▸ **Provided records**:

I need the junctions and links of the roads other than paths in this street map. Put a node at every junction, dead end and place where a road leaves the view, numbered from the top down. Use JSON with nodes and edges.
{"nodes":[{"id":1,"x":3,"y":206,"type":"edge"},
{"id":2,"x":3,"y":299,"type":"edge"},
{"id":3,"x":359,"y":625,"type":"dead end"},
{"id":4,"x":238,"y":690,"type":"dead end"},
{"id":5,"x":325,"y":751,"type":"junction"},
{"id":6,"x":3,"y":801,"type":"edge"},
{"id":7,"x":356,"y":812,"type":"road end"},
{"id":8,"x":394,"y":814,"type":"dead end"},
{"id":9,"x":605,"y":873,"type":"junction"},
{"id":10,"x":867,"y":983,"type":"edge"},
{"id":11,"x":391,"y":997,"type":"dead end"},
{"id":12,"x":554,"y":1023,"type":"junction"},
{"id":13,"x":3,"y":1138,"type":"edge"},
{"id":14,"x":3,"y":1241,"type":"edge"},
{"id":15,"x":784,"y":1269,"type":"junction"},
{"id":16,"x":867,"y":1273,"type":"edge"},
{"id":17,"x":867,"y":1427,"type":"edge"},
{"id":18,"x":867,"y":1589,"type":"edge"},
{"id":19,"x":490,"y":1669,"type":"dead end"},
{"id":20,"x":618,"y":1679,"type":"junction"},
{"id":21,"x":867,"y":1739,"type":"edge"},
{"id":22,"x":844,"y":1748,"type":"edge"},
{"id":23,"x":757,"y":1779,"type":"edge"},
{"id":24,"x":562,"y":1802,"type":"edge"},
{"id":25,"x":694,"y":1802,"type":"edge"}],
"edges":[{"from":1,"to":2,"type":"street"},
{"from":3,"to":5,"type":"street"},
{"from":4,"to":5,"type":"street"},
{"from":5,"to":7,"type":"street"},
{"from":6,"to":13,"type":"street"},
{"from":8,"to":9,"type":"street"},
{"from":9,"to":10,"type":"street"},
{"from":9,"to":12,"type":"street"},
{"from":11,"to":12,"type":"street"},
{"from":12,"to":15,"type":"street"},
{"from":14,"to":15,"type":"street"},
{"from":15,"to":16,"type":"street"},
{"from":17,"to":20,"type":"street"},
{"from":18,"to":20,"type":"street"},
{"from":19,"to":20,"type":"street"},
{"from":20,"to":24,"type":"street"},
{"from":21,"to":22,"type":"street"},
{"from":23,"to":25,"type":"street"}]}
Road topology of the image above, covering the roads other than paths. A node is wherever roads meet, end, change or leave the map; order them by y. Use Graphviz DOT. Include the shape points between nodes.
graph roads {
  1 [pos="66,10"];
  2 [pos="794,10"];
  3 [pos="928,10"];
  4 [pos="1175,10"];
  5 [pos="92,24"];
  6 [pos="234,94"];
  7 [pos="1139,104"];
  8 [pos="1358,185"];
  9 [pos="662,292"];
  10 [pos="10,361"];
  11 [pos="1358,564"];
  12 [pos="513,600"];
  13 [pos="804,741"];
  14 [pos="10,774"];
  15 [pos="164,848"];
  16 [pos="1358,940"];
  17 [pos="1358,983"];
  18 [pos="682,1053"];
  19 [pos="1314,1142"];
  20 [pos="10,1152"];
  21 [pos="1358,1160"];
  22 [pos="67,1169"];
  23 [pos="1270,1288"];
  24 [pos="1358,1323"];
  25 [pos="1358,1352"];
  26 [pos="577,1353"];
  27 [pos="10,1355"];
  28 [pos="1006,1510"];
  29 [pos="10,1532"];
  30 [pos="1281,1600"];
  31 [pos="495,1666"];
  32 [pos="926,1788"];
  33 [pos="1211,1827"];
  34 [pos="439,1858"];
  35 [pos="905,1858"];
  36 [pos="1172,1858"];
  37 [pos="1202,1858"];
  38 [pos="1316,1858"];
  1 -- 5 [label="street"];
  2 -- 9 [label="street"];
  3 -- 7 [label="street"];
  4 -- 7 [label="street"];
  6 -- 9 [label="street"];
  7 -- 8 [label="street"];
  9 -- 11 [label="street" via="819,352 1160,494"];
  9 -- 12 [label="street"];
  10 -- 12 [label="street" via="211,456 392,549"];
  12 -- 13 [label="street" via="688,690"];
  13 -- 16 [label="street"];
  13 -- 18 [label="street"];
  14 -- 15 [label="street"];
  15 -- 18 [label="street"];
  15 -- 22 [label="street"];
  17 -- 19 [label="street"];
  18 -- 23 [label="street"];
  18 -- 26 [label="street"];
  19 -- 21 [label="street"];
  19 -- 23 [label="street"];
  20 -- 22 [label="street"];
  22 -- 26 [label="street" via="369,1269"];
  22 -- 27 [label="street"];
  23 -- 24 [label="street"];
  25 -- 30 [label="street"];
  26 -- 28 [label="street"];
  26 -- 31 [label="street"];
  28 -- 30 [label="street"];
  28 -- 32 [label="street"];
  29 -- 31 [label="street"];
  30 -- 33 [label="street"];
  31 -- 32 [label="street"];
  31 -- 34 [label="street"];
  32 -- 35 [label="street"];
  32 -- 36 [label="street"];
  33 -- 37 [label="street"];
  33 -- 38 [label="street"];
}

▸ **Work instruction**: Go through the listing and copy each line that includes the string "paths".

▸ **Answer to the problem**:
I need the junctions and links of the roads other than paths in this street map. Put a node at every junction, dead end and place where a road leaves the view, numbered from the top down. Use JSON with nodes and edges.
Road topology of the image above, covering the roads other than paths. A node is wherever roads meet, end, change or leave the map; order them by y. Use Graphviz DOT. Include the shape points between nodes.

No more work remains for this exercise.